Second, I am investigating constructing my own custom keyboard a mouse devices, to work such that all advanced and programmable features should be fully programmable on and through the device itself, such that in most cases, no further drivers would be needed by the host OS. This means extra memory, touch screen, gui and my own wiring, etc. Would the teensy 3.1 be able to handle all the extra devices attached simultaneously?

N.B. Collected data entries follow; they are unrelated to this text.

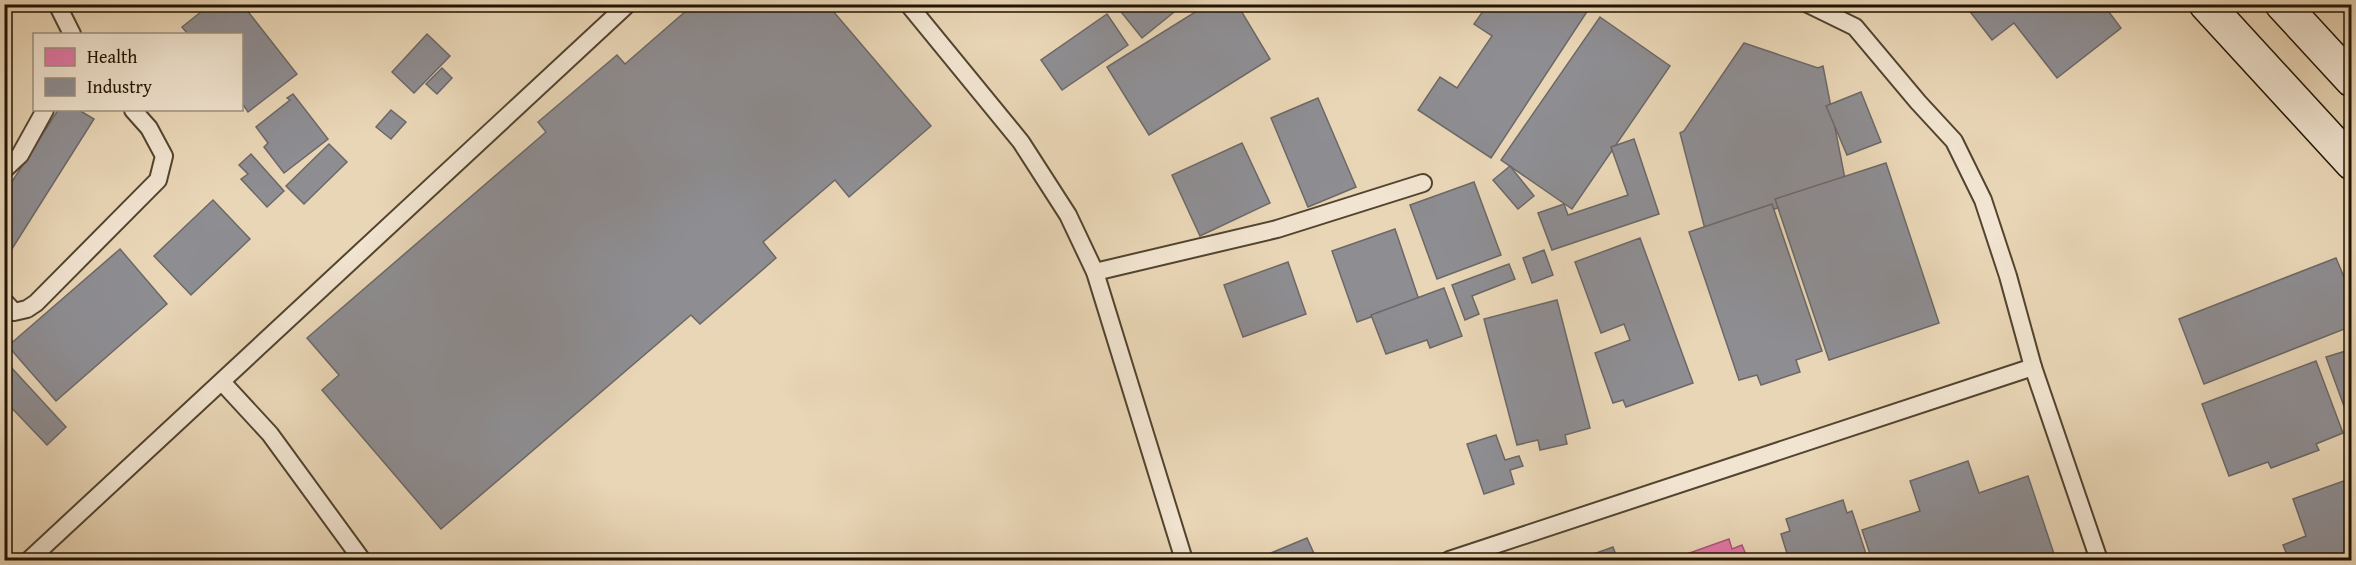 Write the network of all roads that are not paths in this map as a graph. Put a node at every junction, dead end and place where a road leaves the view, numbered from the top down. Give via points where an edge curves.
1 (57, 4) edge
2 (628, 4) edge
3 (908, 4) edge
4 (1808, 4) edge
5 (2206, 4) edge
6 (2282, 4) edge
7 (72, 33) edge
8 (2352, 80) edge
9 (44, 111) edge
10 (134, 111) edge
11 (2352, 163) edge
12 (4, 170) edge
13 (1424, 183) dead end
14 (1095, 273) junction
15 (4, 301) edge
16 (2033, 368) junction
17 (222, 382) junction
18 (29, 561) edge
19 (362, 561) edge
20 (1184, 561) edge
21 (1449, 561) edge
22 (2099, 561) edge

1 - 7 lane
2 - 17 lane
3 - 14 lane via 1021,142 1068,215
4 - 16 lane via 1855,27 1954,141 1983,200
5 - 11 street
6 - 8 street
9 - 12 lane via 20,155
10 - 15 lane via 150,128 164,156 158,180 36,303 14,312
13 - 14 lane via 1277,229
14 - 20 lane
16 - 21 lane
16 - 22 lane
17 - 18 lane
17 - 19 lane via 270,434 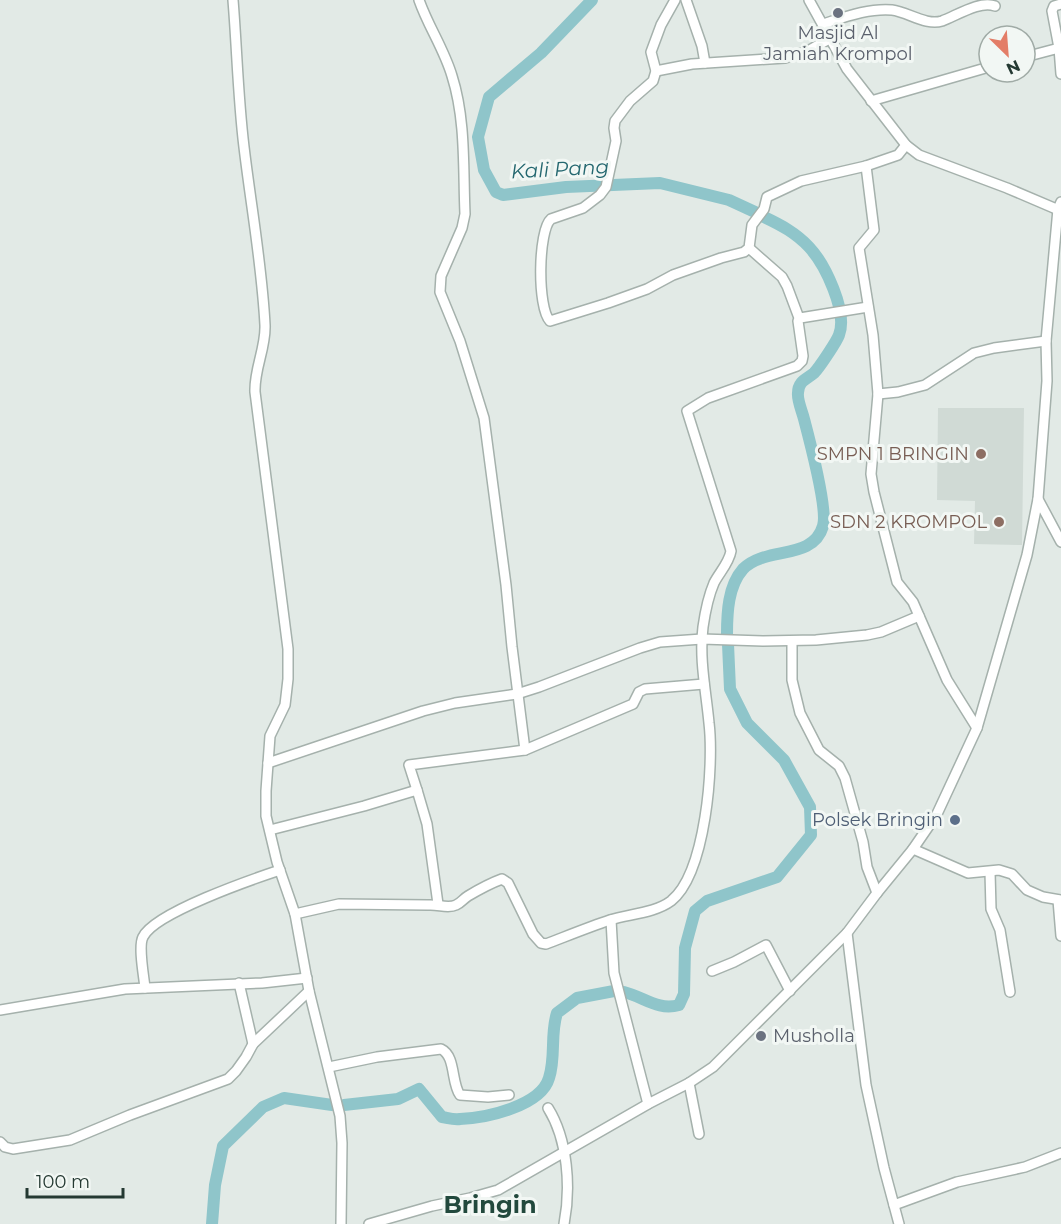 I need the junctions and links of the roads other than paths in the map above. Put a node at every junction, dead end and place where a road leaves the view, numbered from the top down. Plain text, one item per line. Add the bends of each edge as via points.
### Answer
1 (233, 0) edge
2 (419, 0) edge
3 (675, 0) edge
4 (686, 0) edge
5 (809, 0) edge
6 (1061, 4) edge
7 (995, 6) dead end
8 (823, 24) junction
9 (830, 39) junction
10 (1059, 48) junction
11 (1037, 54) edge
12 (705, 63) junction
13 (977, 70) edge
14 (656, 71) junction
15 (1061, 74) edge
16 (871, 101) junction
17 (906, 145) junction
18 (866, 166) junction
19 (1060, 208) edge
20 (749, 248) junction
21 (868, 308) junction
22 (799, 318) junction
23 (1046, 341) junction
24 (878, 394) junction
25 (1038, 499) junction
26 (1061, 542) edge
27 (919, 616) junction
28 (702, 639) junction
29 (792, 641) junction
30 (704, 684) junction
31 (517, 693) junction
32 (977, 728) junction
33 (525, 750) junction
34 (268, 763) junction
35 (417, 790) junction
36 (270, 830) junction
37 (912, 849) junction
38 (280, 870) junction
39 (990, 872) junction
40 (877, 893) junction
41 (1060, 900) edge
42 (438, 904) junction
43 (295, 914) junction
44 (611, 920) junction
45 (847, 933) junction
46 (1061, 936) edge
47 (712, 971) dead end
48 (307, 978) junction
49 (239, 983) junction
50 (145, 988) junction
51 (309, 991) junction
52 (790, 991) junction
53 (1010, 992) dead end
54 (0, 1010) edge
55 (253, 1044) junction
56 (329, 1067) junction
57 (689, 1083) junction
58 (509, 1095) dead end
59 (648, 1104) junction
60 (548, 1108) dead end
61 (699, 1134) dead end
62 (0, 1142) edge
63 (565, 1151) junction
64 (1061, 1153) edge
65 (894, 1205) junction
66 (341, 1224) edge
67 (369, 1224) edge
68 (564, 1224) edge
69 (899, 1224) edge

1 - 34 street via 242,126 265,324 255,392 288,649 288,693 270,736
2 - 31 street via 452,76 461,119 465,214 441,276 440,292 484,418
3 - 14 street via 651,52
4 - 12 street
5 - 8 street
6 - 10 street via 1053,8 1052,14
7 - 8 street via 990,1 973,2 942,21 876,10
8 - 9 street
9 - 12 street via 785,58
9 - 16 street
10 - 11 street
10 - 15 street
12 - 14 street
13 - 16 street
14 - 20 street via 653,81 615,121 616,141 606,187 583,208 548,222 543,238 541,287 546,317 553,321 608,303
16 - 17 street
17 - 18 street via 898,155
17 - 19 street via 918,155
18 - 20 street via 801,181 768,197 752,225
18 - 21 street via 874,230 859,248
19 - 23 street
20 - 22 street via 782,277
21 - 22 street
21 - 24 street
22 - 28 street via 802,361 797,366 708,398 687,411 731,551 713,585
23 - 24 street via 974,353 925,385
23 - 25 street via 1047,381
24 - 27 street via 871,474 874,492 897,582 914,602
25 - 26 street
25 - 32 street via 1027,555
27 - 29 street via 867,635
27 - 32 street via 946,680
28 - 29 street
28 - 30 street
28 - 31 street via 660,642
29 - 40 street via 792,680 800,713 819,750 838,766 844,778
30 - 33 street via 645,689 633,704
30 - 44 street via 711,760 700,845 690,876 670,902
31 - 33 street
31 - 34 street via 423,711
32 - 37 street via 937,814
33 - 35 street via 409,765
34 - 36 street via 266,816
35 - 36 street
35 - 42 street
36 - 38 street
37 - 39 street via 968,873
37 - 40 street
38 - 43 street
38 - 50 street via 200,900 148,931 142,943
39 - 41 street via 1012,874 1027,890
39 - 53 street via 992,909 1000,930
40 - 45 street
41 - 46 street
42 - 43 street via 339,904
42 - 44 street via 459,904 502,879 508,883 541,943
43 - 48 street
44 - 59 street via 614,973
45 - 52 street
45 - 65 street via 866,1085
47 - 52 street via 766,945
48 - 49 street
48 - 51 street
49 - 50 street
49 - 55 street
50 - 54 street
51 - 55 street
51 - 56 street
52 - 57 street via 713,1067
55 - 62 street via 236,1071 212,1086 70,1140 13,1149
56 - 58 street via 441,1049 448,1055 460,1095
56 - 66 street via 340,1116
57 - 59 street
57 - 61 street
59 - 63 street
60 - 63 street
63 - 67 street via 498,1190
63 - 68 street via 568,1192
64 - 65 street via 1024,1167 957,1182
65 - 69 street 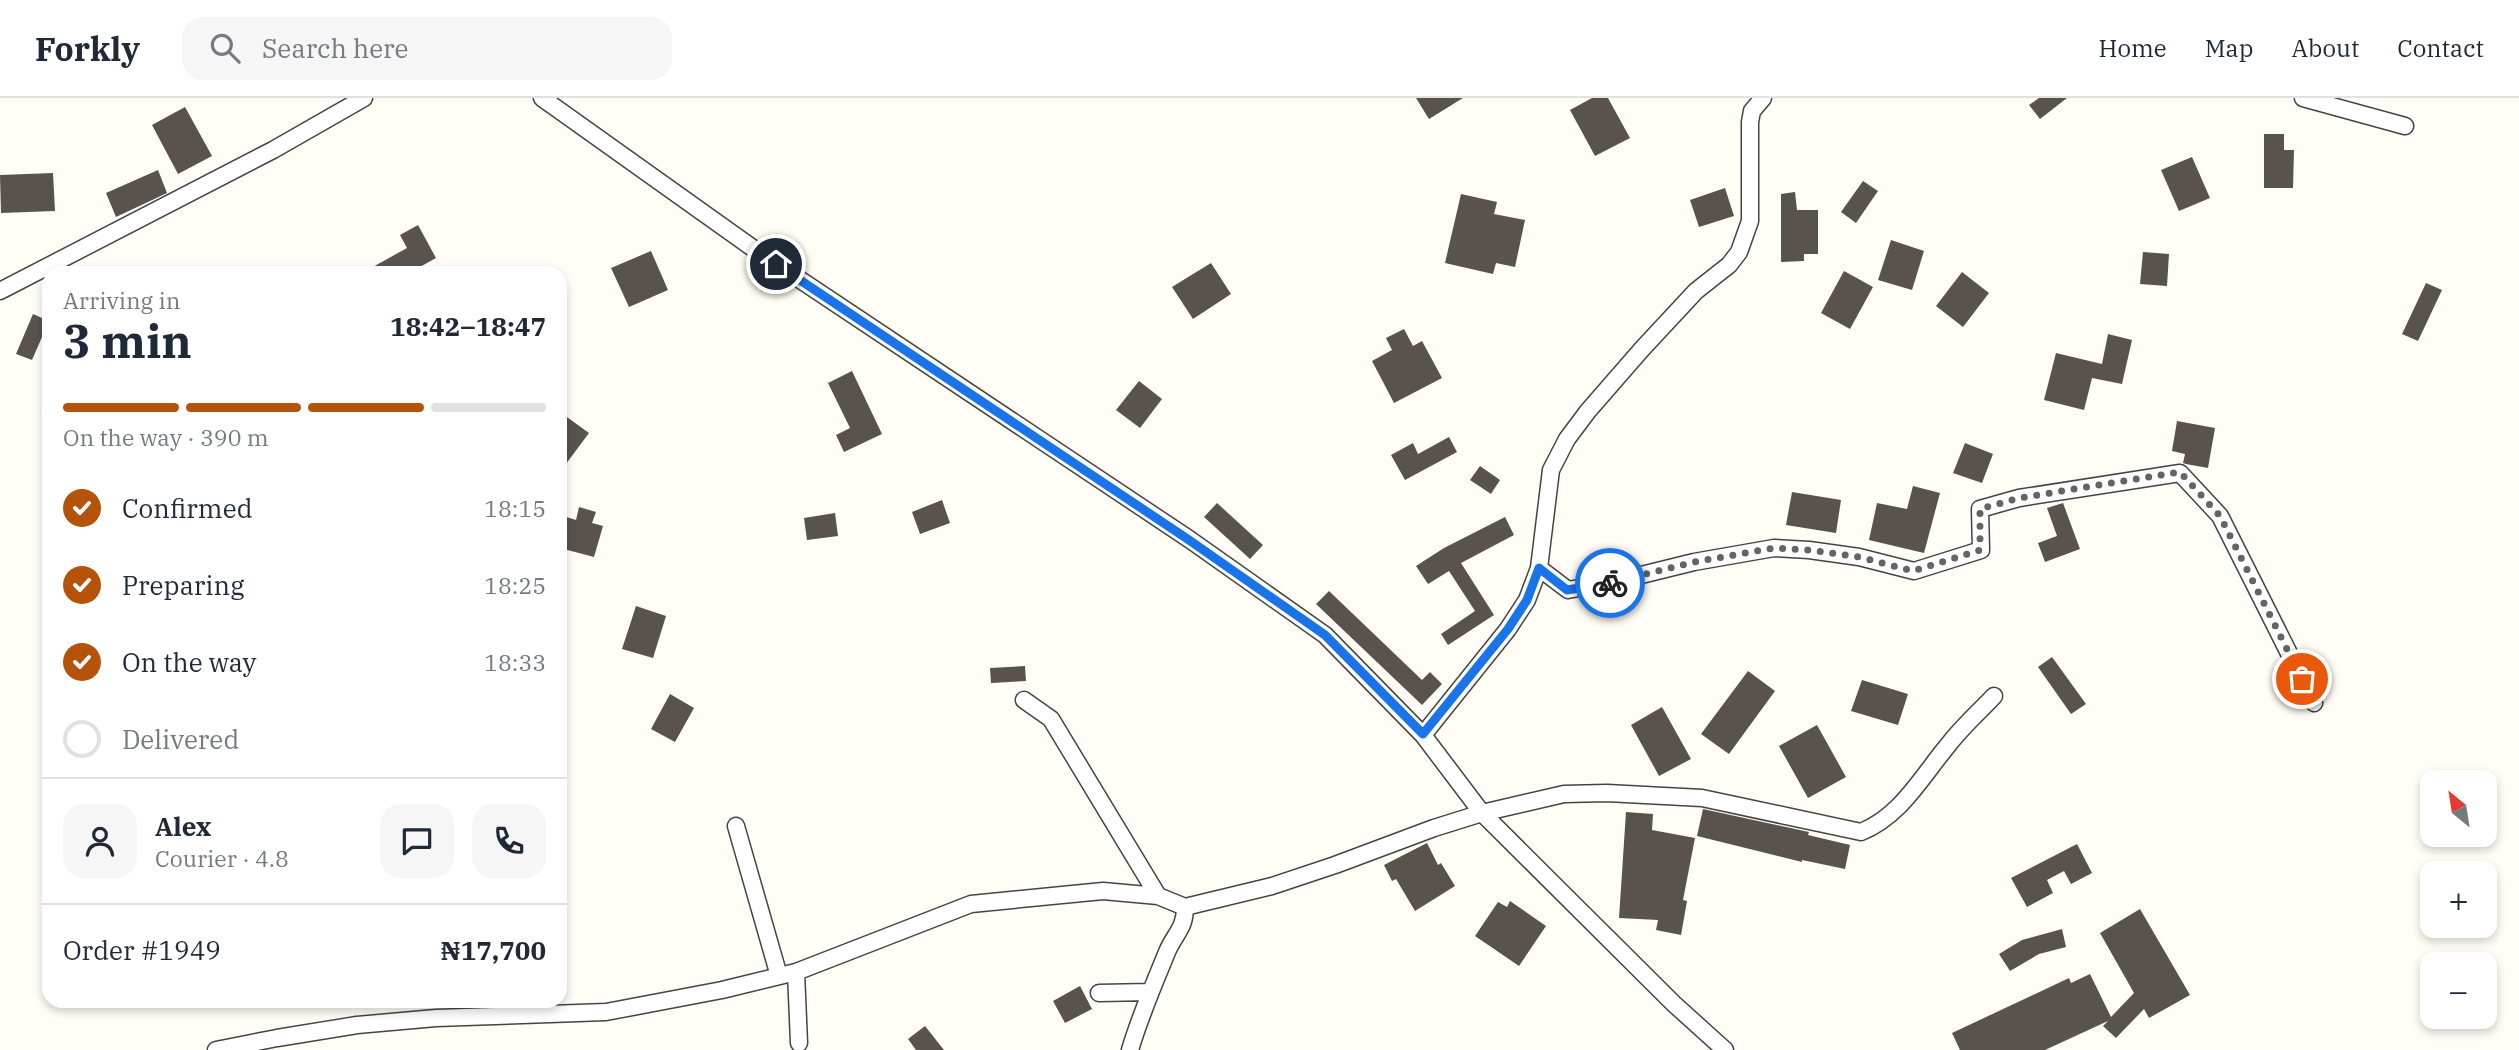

Finally, I am an assembly-language-only programmer. I want to be able to create my own binaries using my own assembler, and put them onto a teensy whilst retaining the ability of the teensy to identify itself to the host machine as whichever device is required. How difficult is this likely to be? (I've done plenty of CPU programming, but never from this side of the bus connection and I want to gauge the situation before I commit wholesale). To which memory address will the bootloader and proprietry code load my programs? I don't want to nuke anything I may have to rely on later.

Thanks for your time
Patrick
 
If you mean the USB 2.0 high-speed data rate of 480 Mbit/s, it doesn't seem very likely with an ARM CPU running at 48 or 72 MHz.
 
Assembly language is certainly doable. But you would proceed at a snail's pace. A very, very long learning curve. Difficult to easily re-use the vast amount of library module code in C/C++.
Doing ARM applications in assembly would deliver you into a 0.01% demographic.

If your joy is assembly, then you probably need to focus on very small memory 8 bit MCUs. Especially if you must use your own assembler and linker.